At the end of The Year of the MOOC, the OU VC of the time, Martin Bean, invited a few of us to discuss a new project. There was political pressure (I believe but not had it confirmed) on the OU to engage with MOOCs. The argument went something like “you get all this money to widen participation in education, and there’s these MOOCs getting millions of learners for free”. I probably don’t need to explain why that is a deeply flawed take, but the sentiment was there nonetheless. More significantly, the OU had successfully entered the OER field with OpenLearn, which can be seen as a broadening of what open education means and therefore what an open university should engage in. MOOCs represented a similar challenge and opportunity. In 2013 the project, FutureLearn, came to fruition.
What came from these discussions of course was the launch of FutureLearn. I think my main input at the time was to tell cautionary tales from the SocialLearn project, and to try and push the open license agenda. I was successful in the former but unsuccessful in the latter. One of the problems with SocialLearn was that it had become mired in OU governance structures and committees. FutureLearn was set up as an external company with the OU as the sole shareholder. This gave them the kind of flexibility that was required to make it a success.
With the investment of Seek, and 100s of thousands of learners, lots of great courses and an excellent platform, I think FutureLearn counts as a success (I’m not sure how one measures these – financially I suppose?). It wasn’t the only option for the OU, and I sometimes feel that the same level of investment in OpenLearn would have been more fruitful for the OU brand, but then I’m probably biased to the more OER focused platform.
As well as a good range of MOOCs, we are currently developing microcredentials on FutureLearn and host one of our postgrad courses there. Having a different platform has been useful in learning lessons for production in-house and reaching new audiences.

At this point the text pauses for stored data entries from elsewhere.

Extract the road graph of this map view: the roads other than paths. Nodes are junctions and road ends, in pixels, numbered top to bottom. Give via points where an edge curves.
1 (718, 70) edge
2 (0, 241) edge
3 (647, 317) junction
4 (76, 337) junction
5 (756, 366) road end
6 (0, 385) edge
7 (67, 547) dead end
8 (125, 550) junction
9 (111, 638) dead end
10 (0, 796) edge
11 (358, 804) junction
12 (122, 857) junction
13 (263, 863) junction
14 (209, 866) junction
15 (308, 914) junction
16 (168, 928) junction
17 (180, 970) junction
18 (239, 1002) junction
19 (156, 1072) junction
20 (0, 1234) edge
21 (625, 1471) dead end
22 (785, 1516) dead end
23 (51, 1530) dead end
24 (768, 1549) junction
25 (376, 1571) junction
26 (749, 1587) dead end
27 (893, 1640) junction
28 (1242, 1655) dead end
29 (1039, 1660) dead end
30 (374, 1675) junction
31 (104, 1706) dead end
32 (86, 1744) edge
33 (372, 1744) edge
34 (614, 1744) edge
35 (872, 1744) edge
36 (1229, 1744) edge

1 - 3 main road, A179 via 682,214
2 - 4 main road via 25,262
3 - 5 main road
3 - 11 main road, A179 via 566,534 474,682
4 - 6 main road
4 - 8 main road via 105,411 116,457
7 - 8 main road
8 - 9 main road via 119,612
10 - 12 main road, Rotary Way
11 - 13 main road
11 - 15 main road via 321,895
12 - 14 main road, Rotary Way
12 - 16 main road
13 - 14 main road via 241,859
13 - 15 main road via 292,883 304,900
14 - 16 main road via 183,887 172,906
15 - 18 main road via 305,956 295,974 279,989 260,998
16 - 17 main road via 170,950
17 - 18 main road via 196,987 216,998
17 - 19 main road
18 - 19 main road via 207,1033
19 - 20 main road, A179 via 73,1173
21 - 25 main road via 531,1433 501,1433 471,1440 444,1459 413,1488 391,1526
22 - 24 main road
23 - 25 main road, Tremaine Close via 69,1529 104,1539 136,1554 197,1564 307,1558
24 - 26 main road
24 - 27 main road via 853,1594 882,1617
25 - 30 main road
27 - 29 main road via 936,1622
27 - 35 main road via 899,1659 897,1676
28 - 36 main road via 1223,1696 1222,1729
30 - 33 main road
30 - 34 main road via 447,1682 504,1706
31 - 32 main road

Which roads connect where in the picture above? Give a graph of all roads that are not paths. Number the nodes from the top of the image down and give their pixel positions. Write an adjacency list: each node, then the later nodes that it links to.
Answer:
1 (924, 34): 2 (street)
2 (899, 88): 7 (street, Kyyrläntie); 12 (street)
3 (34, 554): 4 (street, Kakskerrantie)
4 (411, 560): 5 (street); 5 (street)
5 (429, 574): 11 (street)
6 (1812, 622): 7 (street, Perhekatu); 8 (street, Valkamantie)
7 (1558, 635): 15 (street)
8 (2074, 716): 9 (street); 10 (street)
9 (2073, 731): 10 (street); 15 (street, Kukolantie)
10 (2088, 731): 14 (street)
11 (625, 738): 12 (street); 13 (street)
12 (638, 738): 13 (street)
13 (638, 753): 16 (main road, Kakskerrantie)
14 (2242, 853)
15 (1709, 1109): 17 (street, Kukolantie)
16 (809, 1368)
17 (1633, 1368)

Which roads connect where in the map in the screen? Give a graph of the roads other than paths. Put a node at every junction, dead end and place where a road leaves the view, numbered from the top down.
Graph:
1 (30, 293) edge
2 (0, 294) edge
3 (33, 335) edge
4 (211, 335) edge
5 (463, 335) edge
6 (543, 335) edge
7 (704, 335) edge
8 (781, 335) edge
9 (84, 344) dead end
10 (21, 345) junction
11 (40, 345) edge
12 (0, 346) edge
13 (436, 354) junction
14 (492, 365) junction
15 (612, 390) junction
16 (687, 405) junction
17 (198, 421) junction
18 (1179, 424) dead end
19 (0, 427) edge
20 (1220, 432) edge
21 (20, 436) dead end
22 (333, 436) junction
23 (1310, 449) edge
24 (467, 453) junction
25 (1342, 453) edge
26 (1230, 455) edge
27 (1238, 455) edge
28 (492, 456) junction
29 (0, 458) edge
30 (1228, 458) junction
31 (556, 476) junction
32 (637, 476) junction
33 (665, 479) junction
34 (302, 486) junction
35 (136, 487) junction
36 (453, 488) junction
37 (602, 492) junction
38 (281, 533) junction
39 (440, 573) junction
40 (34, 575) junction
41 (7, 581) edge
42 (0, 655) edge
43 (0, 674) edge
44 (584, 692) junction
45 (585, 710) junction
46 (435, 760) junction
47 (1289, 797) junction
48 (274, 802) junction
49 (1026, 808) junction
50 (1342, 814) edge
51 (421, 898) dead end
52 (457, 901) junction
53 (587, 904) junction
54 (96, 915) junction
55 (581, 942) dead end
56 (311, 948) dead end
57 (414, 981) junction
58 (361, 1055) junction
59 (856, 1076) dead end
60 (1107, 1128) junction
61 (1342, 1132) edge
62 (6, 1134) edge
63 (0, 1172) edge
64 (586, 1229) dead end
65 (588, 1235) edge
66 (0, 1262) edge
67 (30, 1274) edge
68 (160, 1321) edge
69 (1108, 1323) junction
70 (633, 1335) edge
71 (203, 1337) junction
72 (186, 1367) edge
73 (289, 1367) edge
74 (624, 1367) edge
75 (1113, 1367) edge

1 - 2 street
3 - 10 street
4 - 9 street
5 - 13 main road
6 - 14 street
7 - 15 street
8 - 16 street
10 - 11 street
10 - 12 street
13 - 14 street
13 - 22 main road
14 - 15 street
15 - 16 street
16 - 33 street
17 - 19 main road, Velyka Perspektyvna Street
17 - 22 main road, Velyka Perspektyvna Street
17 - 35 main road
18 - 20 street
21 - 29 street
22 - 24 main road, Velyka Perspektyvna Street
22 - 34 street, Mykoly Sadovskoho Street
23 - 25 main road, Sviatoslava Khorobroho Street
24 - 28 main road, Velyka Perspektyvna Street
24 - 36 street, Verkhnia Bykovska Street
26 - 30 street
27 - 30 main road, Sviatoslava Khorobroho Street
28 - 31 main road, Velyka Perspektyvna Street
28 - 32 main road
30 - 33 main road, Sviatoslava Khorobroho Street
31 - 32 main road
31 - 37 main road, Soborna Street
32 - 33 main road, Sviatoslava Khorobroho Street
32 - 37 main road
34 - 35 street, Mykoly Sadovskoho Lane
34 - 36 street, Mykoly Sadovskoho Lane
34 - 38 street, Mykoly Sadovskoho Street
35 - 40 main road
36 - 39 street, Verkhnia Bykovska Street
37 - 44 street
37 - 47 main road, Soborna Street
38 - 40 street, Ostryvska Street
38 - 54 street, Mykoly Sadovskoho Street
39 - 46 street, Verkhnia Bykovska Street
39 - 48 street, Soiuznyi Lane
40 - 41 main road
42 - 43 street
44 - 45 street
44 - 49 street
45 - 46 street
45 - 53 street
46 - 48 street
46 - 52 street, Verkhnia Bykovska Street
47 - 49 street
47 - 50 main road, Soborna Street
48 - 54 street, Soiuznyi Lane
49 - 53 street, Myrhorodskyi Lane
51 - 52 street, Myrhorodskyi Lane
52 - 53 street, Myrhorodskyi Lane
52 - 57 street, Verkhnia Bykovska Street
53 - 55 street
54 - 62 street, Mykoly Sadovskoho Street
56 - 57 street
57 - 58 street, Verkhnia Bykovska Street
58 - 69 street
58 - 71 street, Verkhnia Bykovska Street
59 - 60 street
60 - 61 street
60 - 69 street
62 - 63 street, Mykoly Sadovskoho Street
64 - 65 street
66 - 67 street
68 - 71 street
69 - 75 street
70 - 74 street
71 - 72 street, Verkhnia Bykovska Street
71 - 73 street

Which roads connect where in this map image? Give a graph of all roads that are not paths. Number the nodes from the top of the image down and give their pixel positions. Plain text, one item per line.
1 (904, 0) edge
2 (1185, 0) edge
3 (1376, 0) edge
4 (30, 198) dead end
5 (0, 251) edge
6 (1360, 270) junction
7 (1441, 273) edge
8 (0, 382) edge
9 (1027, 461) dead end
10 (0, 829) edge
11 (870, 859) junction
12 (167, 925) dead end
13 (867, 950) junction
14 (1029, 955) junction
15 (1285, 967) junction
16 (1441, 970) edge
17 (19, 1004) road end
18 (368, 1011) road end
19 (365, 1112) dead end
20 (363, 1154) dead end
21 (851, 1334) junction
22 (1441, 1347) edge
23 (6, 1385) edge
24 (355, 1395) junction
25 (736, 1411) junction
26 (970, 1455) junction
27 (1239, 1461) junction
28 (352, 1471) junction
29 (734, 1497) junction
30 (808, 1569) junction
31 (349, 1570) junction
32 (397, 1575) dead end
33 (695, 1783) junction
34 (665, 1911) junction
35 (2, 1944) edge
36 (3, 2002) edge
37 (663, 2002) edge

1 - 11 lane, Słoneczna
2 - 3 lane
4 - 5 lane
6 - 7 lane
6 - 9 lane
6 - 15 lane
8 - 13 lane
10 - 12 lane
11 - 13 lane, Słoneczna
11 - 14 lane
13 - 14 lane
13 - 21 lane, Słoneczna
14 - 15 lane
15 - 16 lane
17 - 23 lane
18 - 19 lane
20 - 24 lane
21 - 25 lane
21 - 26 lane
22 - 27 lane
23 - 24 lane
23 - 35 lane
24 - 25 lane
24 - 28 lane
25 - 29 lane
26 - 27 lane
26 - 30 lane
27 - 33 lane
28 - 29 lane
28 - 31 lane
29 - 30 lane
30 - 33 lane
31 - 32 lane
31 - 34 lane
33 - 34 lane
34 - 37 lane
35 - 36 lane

The experience with FutureLearn is perhaps most significant in less tangible ways. It has kept the OU current (in some people’s eyes), enabled it to learn about ways of development and operation, given access to funding regimes and markets, and helped fulfil its widening participation remit. It gets us into different conversations and with different things to say. Personally, I have mixed feelings about it – I’ve enjoyed working with the development team and learnt a lot from people like Matt Walton. There is also a tension though – a FutureLearn employee once said to me “do you think FutureLearn will become the OU of the future?” to which I tersely (and with remarkable constraint, I feel) replied “The OU will be the OU of the future”. The delicate dance around each other with all universities and MOOC companies is reflected in this exchange. But overall, I think it was an appropriate move by the OU and having made that move, it has been successful at what it set out to realise.
Covid-19 bit: I remember at the start of 2019 professional mischievous imp George Siemens tweeted something like ‘the universities who have invested in MOOCs will be better equipped to deal with the future’. It caused a bit of a debate, and I didn’t agree with the sentiment, but perhaps what he was getting at was experimenting with MOOCs was a means for universities to engage with online learning. It may not be the best way, but it happened to be the cause that finally led to this engagement for a lot of institutions.
It strikes me that 2020 offers a potential test for George’s hypothesis. Have the unis that engaged with MOOCs fared better during Covid? There would be complicating factors of course, for example maybe unis with deeper pockets could afford MOOC experimentation, and could then also afford to invest during the pandemic. But it would be an interesting research project (hit me up if you want to create a bid).
That represents a way of framing FutureLearn or any such investment for unis I think – despite what ed tech entrepreneurs like to say, higher education does change, and engage in experimentation all the time. Some of this gets absorbed into core practice, and some fades away.